Ein Mensch, der auch noch nach Verbüßen seiner Haftstrafe massiver Ausgrenzung und Anfeindungen ausgesetzt ist, ist in der Umsetzung seiner (im Idealfall) neu erlernten Skills deutlich beeinträchtigt und läuft Gefahr, sich aufgrund dessen nur noch weiter zu radikalisieren oder aus Frust und Stress wieder in alte Muster zu verfallen und rückfällig zu werden.
Menschen, die ohnehin eine schlechte Prognose haben, deren Rückfallgefahr als hoch einzustufen ist, sollten daher lieber unter Verschluss gehalten werden, zumindest so lange, bis sich an der Prognose eine signifikante Änderung ergibt.

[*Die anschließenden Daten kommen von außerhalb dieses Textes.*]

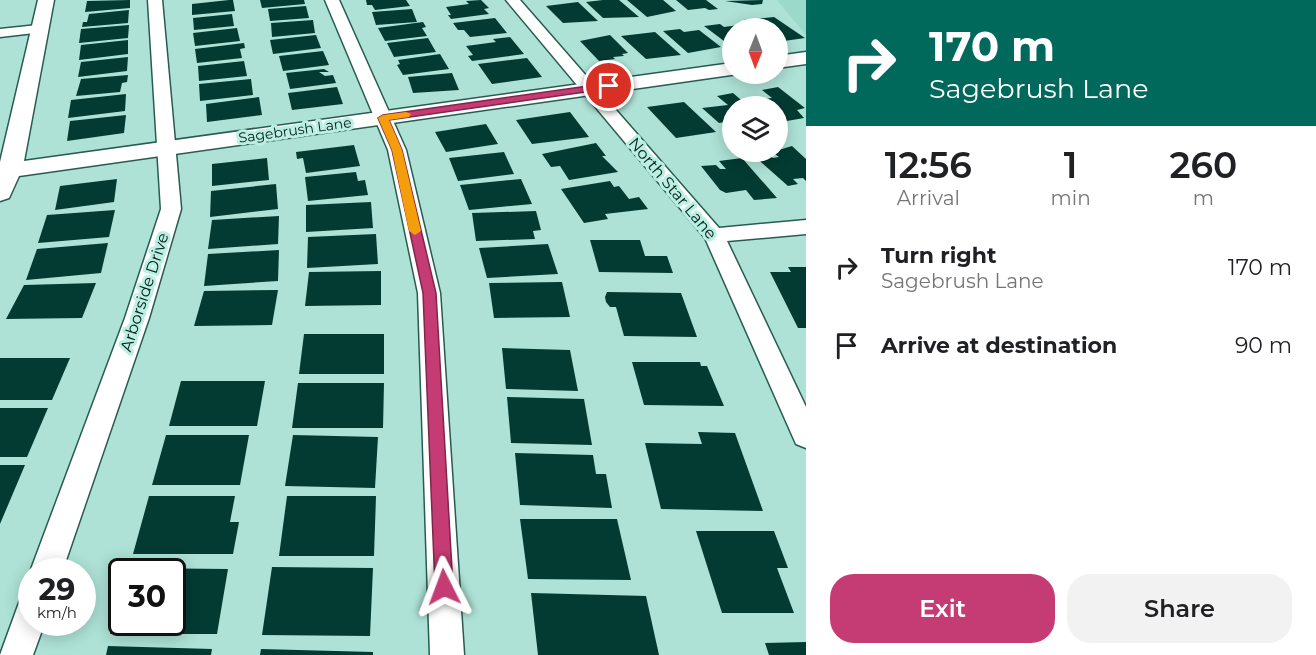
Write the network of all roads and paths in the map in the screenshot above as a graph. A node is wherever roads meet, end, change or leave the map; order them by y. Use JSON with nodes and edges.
{"nodes":[{"id":1,"x":46,"y":0,"type":"edge"},
{"id":2,"x":155,"y":0,"type":"edge"},
{"id":3,"x":332,"y":0,"type":"edge"},
{"id":4,"x":513,"y":0,"type":"edge"},
{"id":5,"x":38,"y":29,"type":"junction"},
{"id":6,"x":0,"y":33,"type":"edge"},
{"id":7,"x":806,"y":58,"type":"edge"},
{"id":8,"x":788,"y":60,"type":"edge"},
{"id":9,"x":722,"y":70,"type":"edge"},
{"id":10,"x":589,"y":89,"type":"junction"},
{"id":11,"x":383,"y":118,"type":"junction"},
{"id":12,"x":166,"y":148,"type":"junction"},
{"id":13,"x":5,"y":170,"type":"edge"},
{"id":14,"x":0,"y":194,"type":"edge"},
{"id":15,"x":806,"y":227,"type":"edge"},
{"id":16,"x":714,"y":235,"type":"junction"},
{"id":17,"x":806,"y":436,"type":"edge"},
{"id":18,"x":51,"y":558,"type":"edge"},
{"id":19,"x":23,"y":636,"type":"edge"},
{"id":20,"x":16,"y":655,"type":"edge"},
{"id":21,"x":447,"y":655,"type":"edge"}],
"edges":[{"from":1,"to":5,"type":"street"},
{"from":2,"to":12,"type":"street","name":"Arborside Drive"},
{"from":3,"to":11,"type":"street"},
{"from":4,"to":10,"type":"street","name":"North Star Lane"},
{"from":5,"to":6,"type":"street"},
{"from":5,"to":13,"type":"street"},
{"from":7,"to":8,"type":"street"},
{"from":9,"to":10,"type":"street","name":"Sagebrush Lane"},
{"from":10,"to":11,"type":"street","name":"Sagebrush Lane"},
{"from":10,"to":16,"type":"street","name":"North Star Lane"},
{"from":11,"to":12,"type":"street","name":"Sagebrush Lane"},
{"from":11,"to":21,"type":"street"},
{"from":12,"to":13,"type":"street","name":"Sagebrush Lane"},
{"from":12,"to":18,"type":"street","name":"Arborside Drive"},
{"from":13,"to":14,"type":"street"},
{"from":15,"to":16,"type":"street"},
{"from":16,"to":17,"type":"street","name":"North Star Lane"},
{"from":19,"to":20,"type":"street"}]}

Diejenigen, auf die das nicht zutrifft, sollten auch im Sinne einer erfolgreichen Resozialisierung ein Recht auf eine 2. Chance haben - dadurch, dass ihre Tat ohnehin in ihrem Führungszeugnis aufgeführt ist, sind sie in ihren Perspektiven schon genug eingeschränkt. Wir sollten als Gesellschaft lieber daran arbeiten, dass solche Leute darin unterstützt werden, ein gesetzeskonformes und straffreies Leben zu führen, statt sie noch weiter an den Rand der Gesellschaft zu treiben.

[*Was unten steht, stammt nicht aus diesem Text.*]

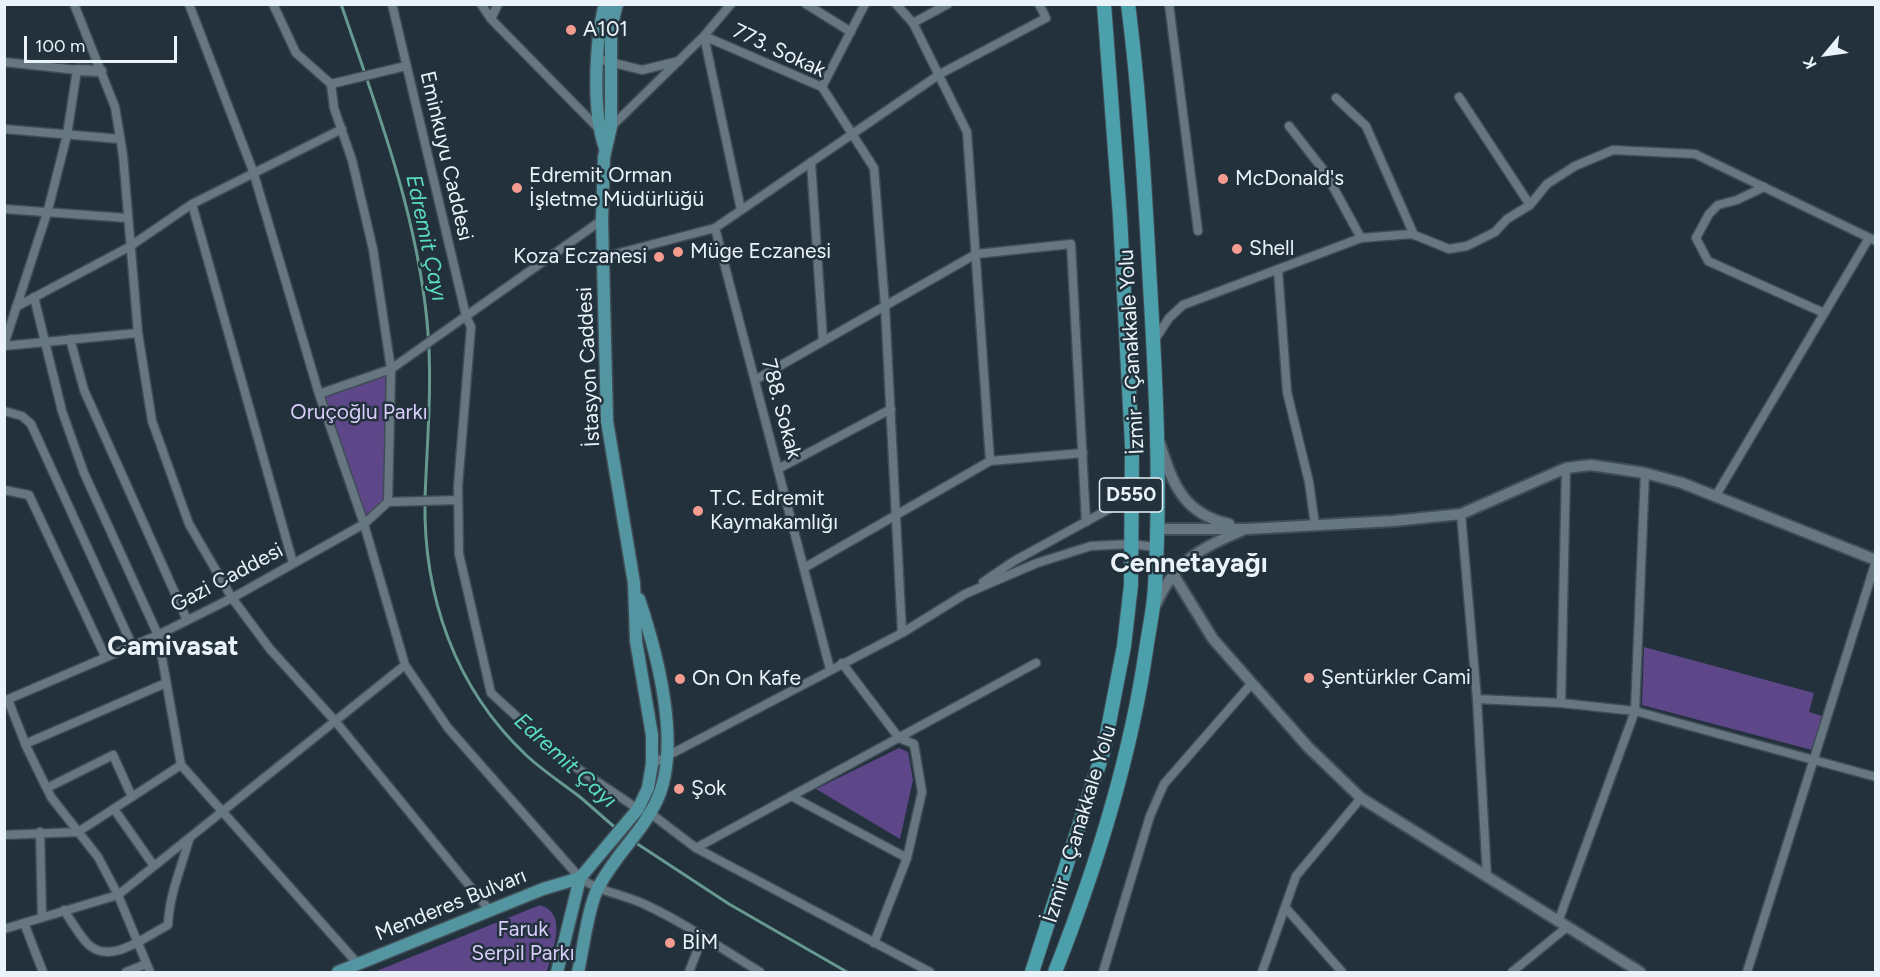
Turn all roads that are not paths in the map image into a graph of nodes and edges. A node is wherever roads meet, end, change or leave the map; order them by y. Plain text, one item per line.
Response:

Wer sich mal, ganz unabhängig von der Thematik "Sexualstraftaten", im Bereich der Kriminologie umschaut, wird feststellen, dass ein nicht unerheblicher Teil der Kriminalität von Menschen ausgeht, die in irgendeiner Weise am Rande der Gesellschaft stehen, sich selbst als abgehängt oder abgelehnt empfinden und denen die positiven Perspektiven und Anreize im Leben fehlen.